De Jaipur até Mumbai, o comboio ia vazio. Muito curioso. Viajámos só nós e uns tantos estudantes que haviam estado em visita de estudo no norte e que voltavam a casa para o Diwali, a data mais importante do ano, como o Natal para os cristãos. Pacífico. Já em Mumbai, tínhamos de esperar até às onze da noite. Chegámos às oito da manhã. Aproveitámos para visitar a cidade, caminhar até estarmos de rastos, comer e voltar a comer, beber tudo o que nos aparecia pela frente, tirar fotografias e tentar arranjar o que fazer no resto das horas que faltavam até entrarmos de novo no comboio. A estação Victoria Terminus é Património Mundial da Humanidade e, não bastasse a beleza que tem, é ainda uma verdadeira experiência passar algum tempo lá dentro, observando a quantidade de pessoas que se movimentam, que se atropelam, que a usam como se de suas casas se tratasse e que fazem dela a estação de comboios mais ativa de toda a Ásia.
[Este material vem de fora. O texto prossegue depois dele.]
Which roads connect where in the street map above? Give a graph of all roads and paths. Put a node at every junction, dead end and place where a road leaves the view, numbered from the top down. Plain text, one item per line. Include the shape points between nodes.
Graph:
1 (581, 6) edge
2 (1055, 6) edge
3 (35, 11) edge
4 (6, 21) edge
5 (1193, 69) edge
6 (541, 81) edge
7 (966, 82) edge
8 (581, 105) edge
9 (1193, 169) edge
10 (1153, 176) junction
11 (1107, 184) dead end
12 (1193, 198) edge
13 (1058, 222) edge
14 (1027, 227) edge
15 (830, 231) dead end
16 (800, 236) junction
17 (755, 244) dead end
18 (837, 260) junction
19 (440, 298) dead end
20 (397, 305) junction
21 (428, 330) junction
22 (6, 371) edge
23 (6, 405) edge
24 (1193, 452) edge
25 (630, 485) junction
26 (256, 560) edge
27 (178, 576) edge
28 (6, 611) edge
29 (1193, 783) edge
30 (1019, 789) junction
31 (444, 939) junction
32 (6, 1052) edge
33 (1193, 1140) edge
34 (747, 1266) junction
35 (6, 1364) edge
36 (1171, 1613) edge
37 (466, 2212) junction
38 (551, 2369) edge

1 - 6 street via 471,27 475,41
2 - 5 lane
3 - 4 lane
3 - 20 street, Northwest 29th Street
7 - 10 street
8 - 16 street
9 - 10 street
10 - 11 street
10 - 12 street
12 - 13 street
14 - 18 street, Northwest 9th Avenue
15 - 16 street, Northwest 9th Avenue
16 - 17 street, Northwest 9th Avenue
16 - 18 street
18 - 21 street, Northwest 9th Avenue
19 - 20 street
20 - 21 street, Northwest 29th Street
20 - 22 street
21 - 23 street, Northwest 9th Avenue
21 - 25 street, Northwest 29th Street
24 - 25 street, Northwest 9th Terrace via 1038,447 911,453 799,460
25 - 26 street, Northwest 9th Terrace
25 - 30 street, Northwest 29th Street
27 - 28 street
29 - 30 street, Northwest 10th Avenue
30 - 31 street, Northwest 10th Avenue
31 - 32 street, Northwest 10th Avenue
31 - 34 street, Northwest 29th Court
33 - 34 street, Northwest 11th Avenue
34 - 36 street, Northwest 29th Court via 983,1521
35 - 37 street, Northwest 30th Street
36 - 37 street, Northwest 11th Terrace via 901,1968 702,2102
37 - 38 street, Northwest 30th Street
Mergulhámos nas camas do comboio, depois de passarmos muito tempo à conversa com os nossos colegas de “quarto”: uma alemã, uma belga, um austríaco e um coreano que nunca se dignou a descer da sua cama, lá no alto, para trocar uma só palavra. O destino de todos era Goa: sol, praia, tempo quente, liberdade era o que todos mais procuravam. Nós, porém, procurávamos um pouco mais: história e música.
Panjim, a segunda capital do antigo Império português em Goa (depois da velha Goa) está recheada de… Portugal. Ele é na arquitetura das casas, nas ruas, no nome das lojas, nos das pessoas, no idioma que, apesar de ter sido proibido durante quase cinquenta anos, voltou a ensinar-se, tendo hoje mais de 1.500 alunos. Caminhar por Goa, mais do que para qualquer outro cidadão do mundo, é para nós um prazer. Esquecemo-nos da palavra colónia e tudo soa lindamente. Mas Goa, neste momento, significava mais para nós. Significava encontro com amigos e nós estávamos ansiosos. Depois de uns tantos contactos por telefone, encontrámo-nos quase por acaso frente à principal igreja da cidade. Abraços para aqui, beijos para acolá, mais uns tantos “não estava à espera de te ver aqui”, perguntas sobre a viagem que continuaram noite fora, dias fora. Estávamos ali, todos juntos a falar português: nós e os Deolinda e toda a equipa que faz a máquina trabalhar: técnicos, produtores e amigos. Foi um consolo para a saudade.
Com eles passámos os três dias seguintes, em festas de receção, em jantares, em encontros espontâneos nas ruas da cidade. Voltámos às salas de espetáculos, onde nos sentimos como peixes dentro de água, desta vez do lado de cá, sentados no público. Foi bom vê-los subir a palco outra vez, mais uma vez, entre aplausos vê-los cantar, entre canções sentirmo-nos a chorar. Foi bom voltar a estar com amigos, a falar a nossa língua e a falar de Portugal, do futuro, e sentir que esta viagem está quase a acabar e que, mais cedo ou mais tarde, regressaremos – para onde não sabemos.
Depois da despedida, o autocarro segue para sul. Agonda espera-nos.
O projecto Eurásia é uma viagem de bicicleta entre Portugal e Macau, com passagem pela Europa, Médio Oriente e Ásia Central e 19 meses de duração. Ao longo de todo o percurso foram publicadas crónicas com periodicidade média quinzenal.